Had you gotten up at that point to avoid the crowd in the parking lot, you would have missed the race of the night. Stravius, despite the 800 he had just swum (or maybe because of it?), cranked out a 54.9 100 free at the end of his 400 IM –including a 26.06 last 50– to get the win by over 6/10. Only 1.1 seconds off his lifetime best 400 IM from the same meet in the same pool in 2012, Stravius touched in 4:07.87 for the win. Coton was runner-up with 4:08.51, while Pedurand took third in 4:10.61.
Women’s 100 Meter IM – Final
Laurine Del’homme of INSEP in Paris led the field in the 100 IM; she edged Lille/Marseille’s Etienne, 1:02.15 to 1:02.47 for the win. Anais Arlandis of Nice took bronze with 1:02.78.
There were some big swims from the younger generation, too. Alexe Herthe of Chalon-sur-Saône came into the meet with a seed time of 1:06.44. In heats she dropped nearly 2 seconds to qualify for the B final with 1:04.58. At night she took another .58 seconds off her time and broke the national age group record for 15-year-old girls with 1:04.00. Herthe ended up fifth in the B final, which was won by sprinter Anna Santamans of Nice (1:02.11).
Nice’s Alizée Borgogno took down the national age group record in for 14-year-old girls with 1:04.83 in heats, a 1.3-second improvement from her seed time of 1:06.13. She finished 16th overall with 1:05.07.
Men’s 100 Meter Freestyle – Final
Manaudou’s absence in the 100 free was not much of a distraction by the time finals came around. His teammate Mehdy Metella did a nice job with underwaters and added another gold to his haul, after winning the 100 fly title on Thursday. Seeded with 46.69, Metella swam a solid 46.89 in the final to finish a half-second ahead of Mulhouse’s Yannick Agnel, who touched in 47.40. Agnel had been the fastest out of the morning’s heats with 47.51, followed by the Marseille teammates Metella (47.59), Grégory Mallet (48.04), and Fabien Gilot (48.19).

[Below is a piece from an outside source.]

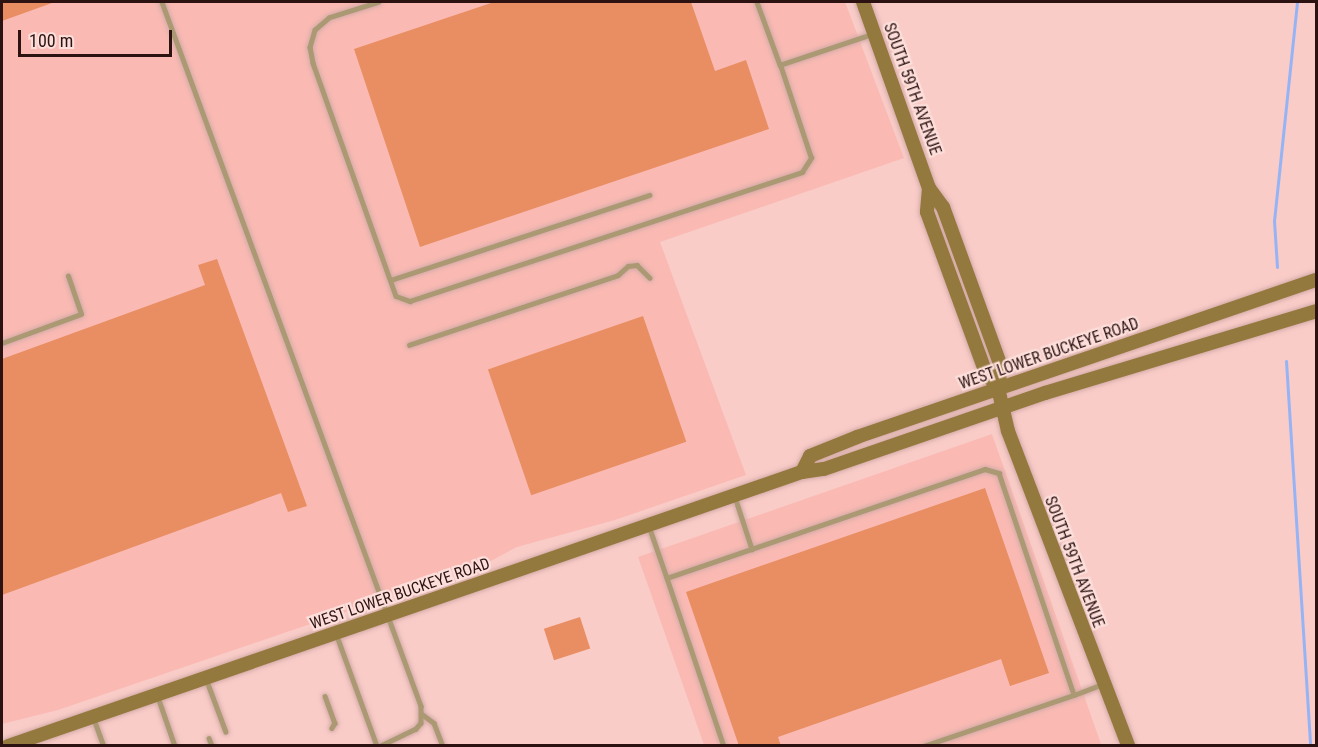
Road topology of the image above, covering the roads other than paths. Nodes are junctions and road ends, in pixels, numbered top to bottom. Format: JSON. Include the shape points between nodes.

In the final, though, it was Amiens’ Moueddene who came into the wall third, grabbing his second bronze medal of the night with 47.82.
Afterwards, Metella declared, “It’s always nice to win and to ascend the podium. No one likes losing so it’s still important to do one’s best in this 100 free, despite feeling tired. I didn’t feel like the favorite tonight. We are really exhausted from the work we’ve been doing and I am happy to have gotten through this race.”